Recently, a high-power short-duration (HP-SD) setting has been introduced in AF ablation11,12). Ablation using this setting could achieve uniform, transmural lesions during the resistive heating phase and reduce collateral tissue damage by shortening the conductive heating phase. However, the incidence and characteristics of ETI such as esophageal mucosal injury and periesophageal nerve injury leading to gastric hypomotility when using the HP-SD setting remain unknown. We therefore analyzed 271 consecutive patients (62 ± 10 years, 56 female) who underwent PVI by radiofrequency catheter ablation. In 101 patients, a HP-SD setting at 45-50 W was used (HP-SD group). In the remaining 170 patients who underwent treatment before the introduction of the HP-SD setting, a conventional power setting of 20-30 W was used (conventional group). Seventy-five out of 271 patients (28%) had ETIs, including esophageal lesions in 20 patients (7%) and gastric hypomotility in 61 patients (23%)21). The prevalence of ETI was significantly higher in the HP-SD group than in the conventional group (37% vs. 22%, p = 0.011). Although the prevalence of esophageal lesions did not differ between the groups (7% in the HP-SD group vs. 8% in the conventional group), the complication of gastric hypomotility was significantly higher in the HP-SD group than the conventional group (33% vs. 16%, p = 0.002). Moreover, all esophageal lesions were erythematous in the HP-SD group, whereas the esophageal lesions showed ulceration in the conventional group (Figure 6). When comparing patients with and without ETI, the HP-SD setting was used (49% vs. 33%, p = 0.011) more frequently in patients with ETI than in those without; furthermore the LIPV angle was significantly larger (29.4 ± 11.5 degrees vs. 19.0 ± 9.6 degrees, p < 0.001), and the LA-Ao distance was significantly smaller (5.2 mm ±1.2 vs. 6.7 ± 2.0 mm, p < 0.001) in the patients with ETI compared to those without. These results suggest that the lesion characteristics made by RF energy power may influence the development and characteristics of ETI, impacting on ETI prevalence.
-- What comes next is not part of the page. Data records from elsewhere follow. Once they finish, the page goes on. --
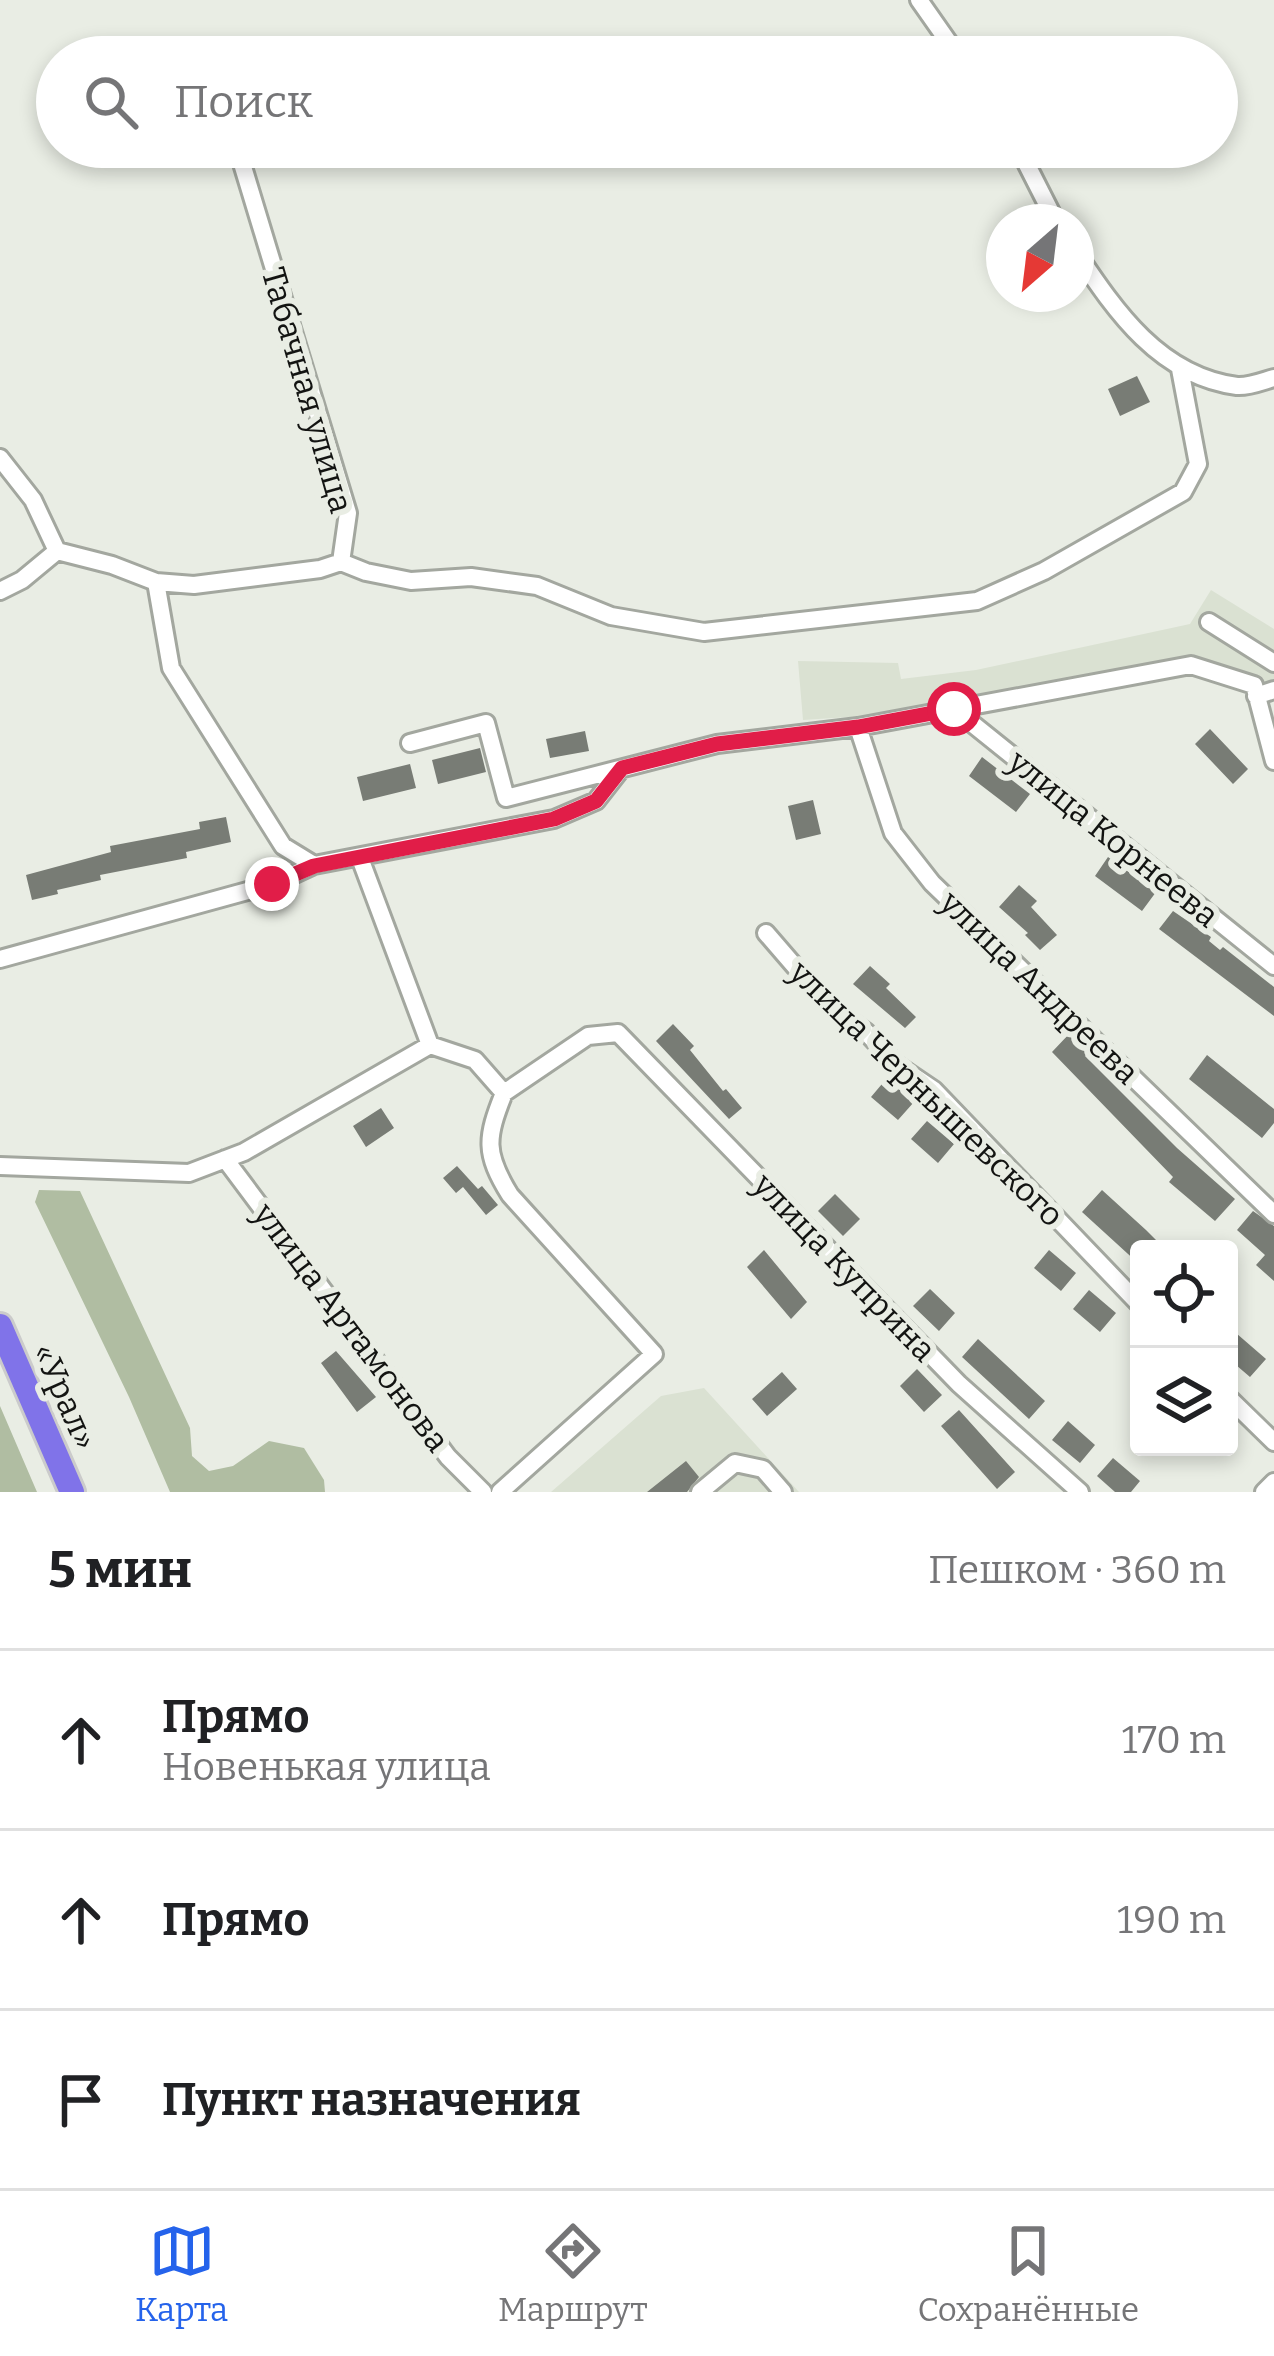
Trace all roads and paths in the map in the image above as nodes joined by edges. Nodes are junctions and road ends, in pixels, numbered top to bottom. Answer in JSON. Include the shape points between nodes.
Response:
{"nodes":[{"id":1,"x":919,"y":0,"type":"edge"},
{"id":2,"x":944,"y":36,"type":"edge"},
{"id":3,"x":243,"y":168,"type":"edge"},
{"id":4,"x":1029,"y":168,"type":"edge"},
{"id":5,"x":1047,"y":204,"type":"edge"},
{"id":6,"x":1094,"y":279,"type":"edge"},
{"id":7,"x":1180,"y":369,"type":"junction"},
{"id":8,"x":1274,"y":378,"type":"edge"},
{"id":9,"x":0,"y":458,"type":"edge"},
{"id":10,"x":57,"y":551,"type":"junction"},
{"id":11,"x":340,"y":562,"type":"junction"},
{"id":12,"x":156,"y":582,"type":"junction"},
{"id":13,"x":0,"y":592,"type":"edge"},
{"id":14,"x":1209,"y":622,"type":"dead end"},
{"id":15,"x":1274,"y":663,"type":"edge"},
{"id":16,"x":1265,"y":693,"type":"edge"},
{"id":17,"x":954,"y":709,"type":"junction"},
{"id":18,"x":858,"y":727,"type":"junction"},
{"id":19,"x":410,"y":743,"type":"dead end"},
{"id":20,"x":1274,"y":761,"type":"edge"},
{"id":21,"x":622,"y":768,"type":"junction"},
{"id":22,"x":360,"y":858,"type":"junction"},
{"id":23,"x":314,"y":866,"type":"junction"},
{"id":24,"x":766,"y":933,"type":"dead end"},
{"id":25,"x":0,"y":959,"type":"edge"},
{"id":26,"x":1274,"y":966,"type":"edge"},
{"id":27,"x":430,"y":1045,"type":"junction"},
{"id":28,"x":504,"y":1093,"type":"junction"},
{"id":29,"x":225,"y":1159,"type":"junction"},
{"id":30,"x":0,"y":1166,"type":"edge"},
{"id":31,"x":1274,"y":1214,"type":"edge"},
{"id":32,"x":1130,"y":1295,"type":"edge"},
{"id":33,"x":0,"y":1326,"type":"edge"},
{"id":34,"x":1238,"y":1407,"type":"edge"},
{"id":35,"x":1274,"y":1442,"type":"edge"},
{"id":36,"x":1274,"y":1482,"type":"edge"},
{"id":37,"x":73,"y":1492,"type":"edge"},
{"id":38,"x":483,"y":1492,"type":"edge"},
{"id":39,"x":500,"y":1492,"type":"edge"},
{"id":40,"x":700,"y":1492,"type":"edge"},
{"id":41,"x":783,"y":1492,"type":"edge"},
{"id":42,"x":1080,"y":1492,"type":"edge"},
{"id":43,"x":1264,"y":1492,"type":"edge"}],
"edges":[{"from":1,"to":2,"type":"street"},
{"from":3,"to":11,"type":"street","name":"Табачная улица","via":[[348,513]]},
{"from":4,"to":5,"type":"street"},
{"from":6,"to":7,"type":"street","via":[[1121,319]]},
{"from":7,"to":8,"type":"street","via":[[1241,387]]},
{"from":7,"to":11,"type":"street","via":[[1198,464],[1184,492],[977,601],[704,632],[611,616],[536,586],[411,580]]},
{"from":9,"to":10,"type":"street","via":[[33,500]]},
{"from":10,"to":12,"type":"street","name":"Табачная улица"},
{"from":10,"to":13,"type":"street"},
{"from":11,"to":12,"type":"street","name":"Табачная улица","via":[[194,585]]},
{"from":12,"to":23,"type":"street","via":[[171,668],[283,846]]},
{"from":14,"to":15,"type":"street"},
{"from":16,"to":17,"type":"street","via":[[1191,665]]},
{"from":16,"to":20,"type":"street"},
{"from":17,"to":18,"type":"street"},
{"from":17,"to":26,"type":"street","name":"улица Корнеева"},
{"from":18,"to":21,"type":"street","via":[[717,744]]},
{"from":18,"to":31,"type":"street","name":"улица Андреева","via":[[893,833],[932,883]]},
{"from":19,"to":21,"type":"street","via":[[486,723],[506,798]]},
{"from":21,"to":22,"type":"street","via":[[596,801],[554,819]]},
{"from":22,"to":23,"type":"street"},
{"from":22,"to":27,"type":"street"},
{"from":23,"to":25,"type":"street"},
{"from":24,"to":32,"type":"street","name":"улица Чернышевского","via":[[829,1006],[934,1090]]},
{"from":27,"to":28,"type":"street","via":[[475,1060]]},
{"from":27,"to":29,"type":"street"},
{"from":28,"to":39,"type":"street","via":[[488,1133],[493,1167],[654,1354]]},
{"from":28,"to":42,"type":"street","name":"улица Куприна","via":[[588,1036],[618,1033],[959,1384]]},
{"from":29,"to":30,"type":"street","via":[[189,1173]]},
{"from":29,"to":38,"type":"street","name":"улица Артамонова","via":[[448,1457]]},
{"from":33,"to":37,"type":"highway","name":"«Урал»"},
{"from":34,"to":35,"type":"street"},
{"from":36,"to":43,"type":"street"},
{"from":40,"to":41,"type":"street","via":[[735,1463],[763,1469]]}]}
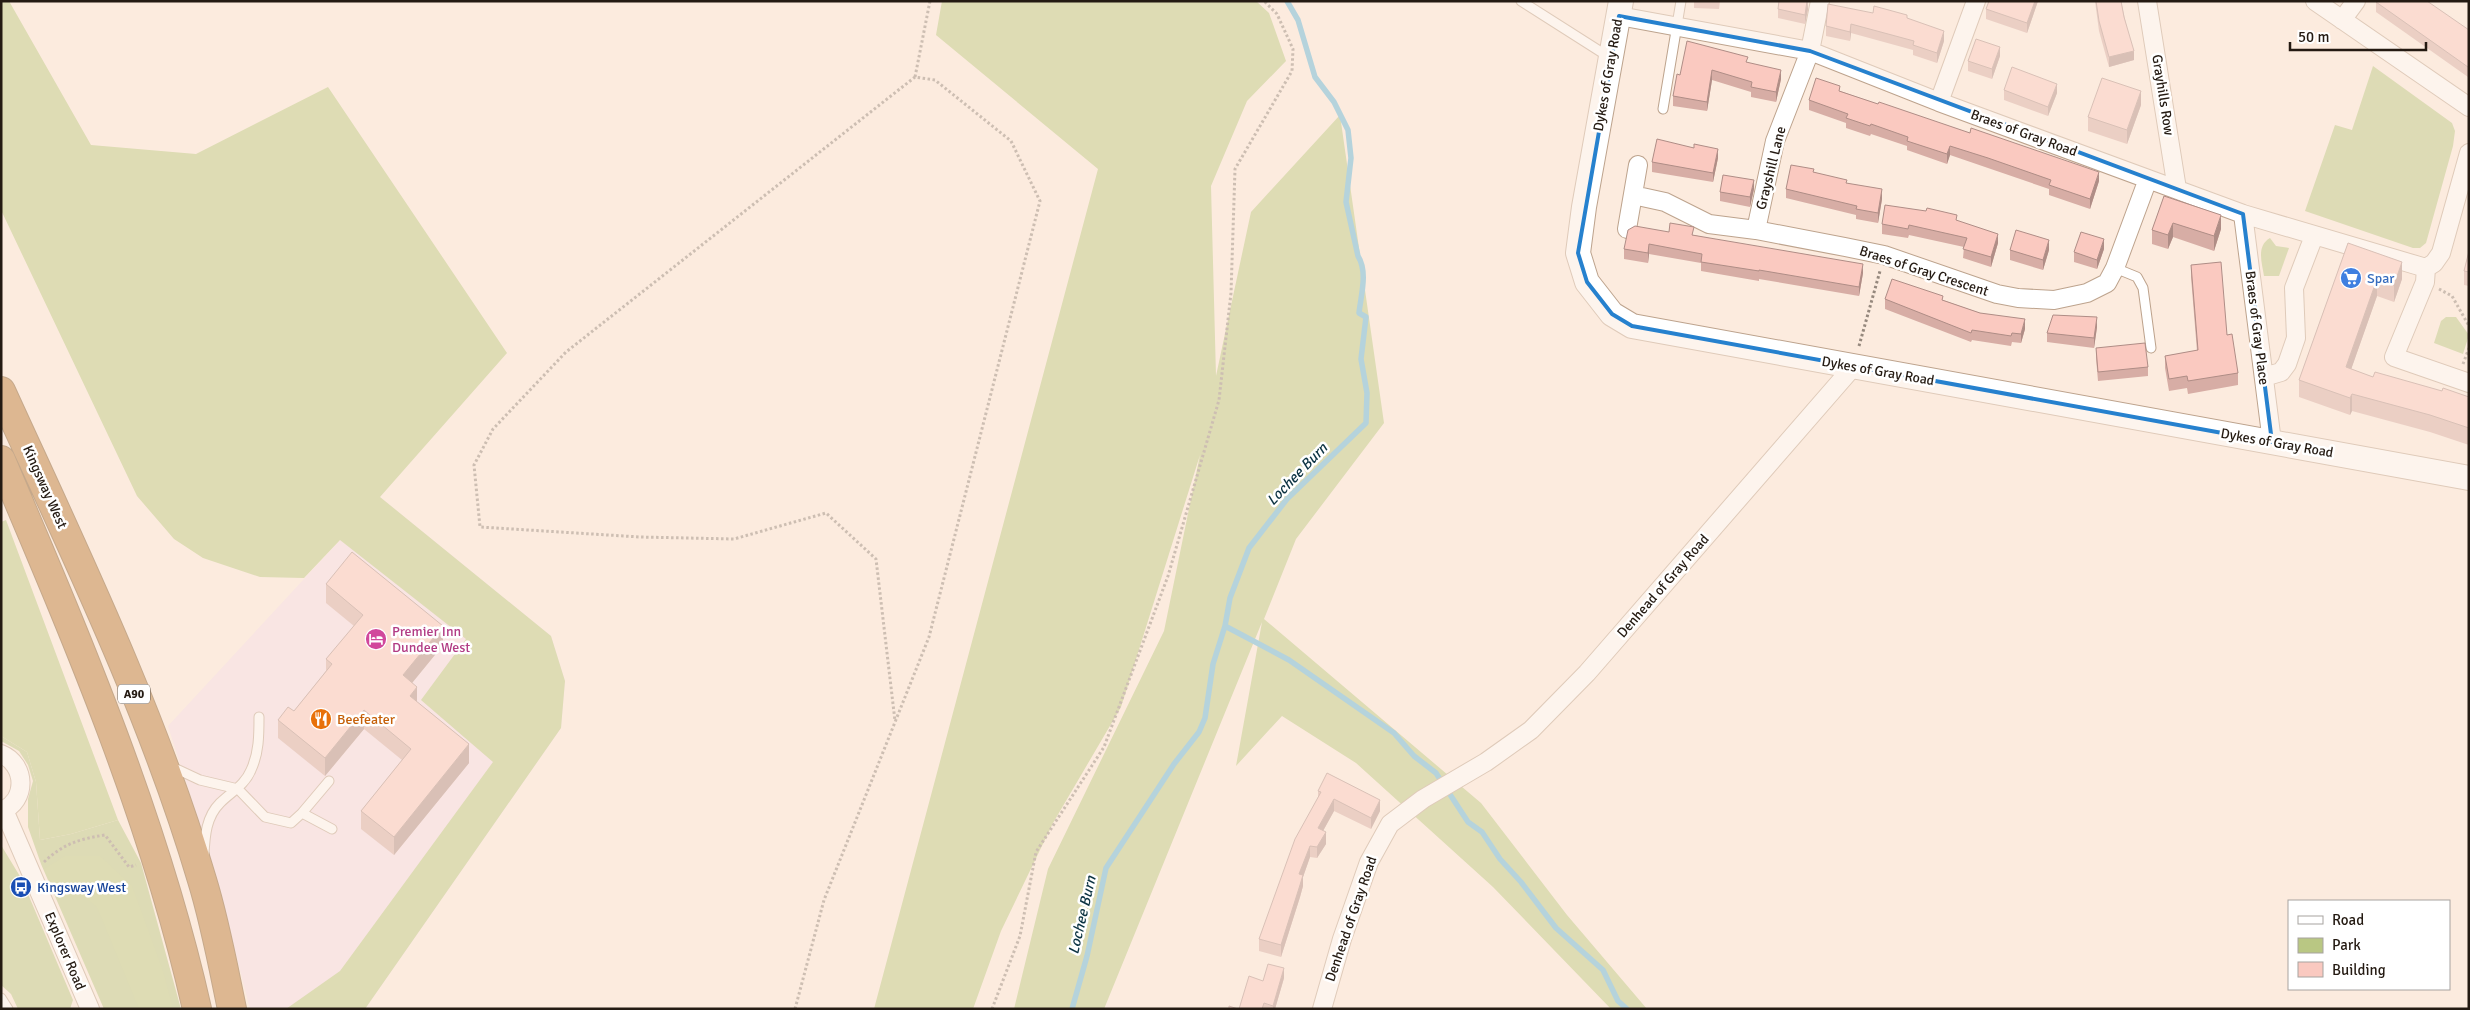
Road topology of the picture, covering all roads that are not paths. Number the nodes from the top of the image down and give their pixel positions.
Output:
1 (1521, 1) edge
2 (1681, 1) edge
3 (1820, 1) edge
4 (1976, 1) edge
5 (2147, 1) edge
6 (2315, 1) edge
7 (2356, 1) edge
8 (1620, 9) edge
9 (2342, 20) junction
10 (1677, 26) junction
11 (1810, 51) junction
12 (1611, 59) junction
13 (1939, 102) junction
14 (2469, 107) edge
15 (1663, 109) dead end
16 (2469, 153) edge
17 (1638, 165) dead end
18 (2148, 179) junction
19 (2177, 189) junction
20 (1633, 195) junction
21 (2461, 203) edge
22 (2243, 214) junction
23 (1627, 228) edge
24 (1756, 230) junction
25 (2314, 236) junction
26 (2115, 268) junction
27 (2425, 275) junction
28 (2151, 348) dead end
29 (1854, 366) junction
30 (2264, 376) junction
31 (2469, 383) edge
32 (1, 391) edge
33 (2272, 442) junction
34 (1, 460) edge
35 (2469, 478) edge
36 (259, 717) dead end
37 (1, 754) edge
38 (161, 762) junction
39 (329, 781) dead end
40 (238, 789) junction
41 (3, 811) edge
42 (302, 813) junction
43 (332, 829) dead end
44 (202, 880) junction
45 (1, 998) edge
46 (8, 1009) edge
47 (90, 1009) edge
48 (197, 1009) edge
49 (232, 1009) edge
50 (1322, 1009) edge

1 - 12 lane
2 - 10 lane
3 - 11 street, Grayshill Lane
4 - 13 street
5 - 19 street, Grayhills Row
6 - 9 street
7 - 9 street
8 - 10 street, Braes of Gray Road
8 - 12 street, Dykes of Gray Road
9 - 14 street
10 - 11 street, Braes of Gray Road
10 - 15 lane
11 - 13 street, Braes of Gray Road
11 - 24 street, Grayshill Lane
12 - 29 street, Dykes of Gray Road
13 - 18 street, Braes of Gray Road
16 - 21 street
17 - 20 street
18 - 19 street, Braes of Gray Road
18 - 26 street, Braes of Gray Crescent
19 - 22 street, Braes of Gray Road
20 - 23 street
20 - 24 street, Braes of Gray Crescent
21 - 27 street
22 - 25 street, Braes of Gray Road
22 - 30 street, Braes of Gray Place
24 - 26 street, Braes of Gray Crescent
25 - 27 street, Braes of Gray Road
25 - 30 street
26 - 28 lane
27 - 31 street
29 - 33 street, Dykes of Gray Road
29 - 50 street, Denhead of Gray Road
30 - 33 street, Braes of Gray Place
32 - 38 highway, Kingsway West / A90
33 - 35 street, Dykes of Gray Road
34 - 48 highway, Kingsway West / A90
36 - 40 lane
37 - 41 street, Explorer Road
38 - 40 lane
38 - 44 highway, Kingsway West / A90
39 - 42 lane
40 - 42 lane
40 - 44 lane
41 - 47 street, Explorer Road
42 - 43 lane
44 - 49 highway, Kingsway West / A90
45 - 46 lane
Fig. 6. Representative cases of esophageal thermal injury in high-power short-duration and conventional ablations.

The panel A shows a representative figure of esophageal erythema (arrow) in the high power-short duration setting. The panel B shows a representative figure of esophageal ulcer in the conventional setting. The panel C shows a representative figure of gastric hypomotility in the high-power short-duration setting.

Modified from the figure in the article by Kaneshiro T, et al.21)

For the prevention of ETI

Due to the results of our study series, we have revealed that the anatomical proximity of the esophagus and the fixed structures surrounding the esophagus has a large impact on the prevalence of ETI after AF ablation. Moreover, the HP-SD ablation, an advanced radiofrequency ablation setting, has strong potential in avoiding a deeper thermal injury to the esophageal mucosal layer. Based on the mechanisms and contributing factors of ETI development outlined in this article, we recommend using a HP-SD ablation setting to minimize ETI.

Acknowledgements

The authors would like to acknowledge Professor Yukio Maruyama for his direction, support and valuable advice. The authors also would like to thank all those who contributed to these studies.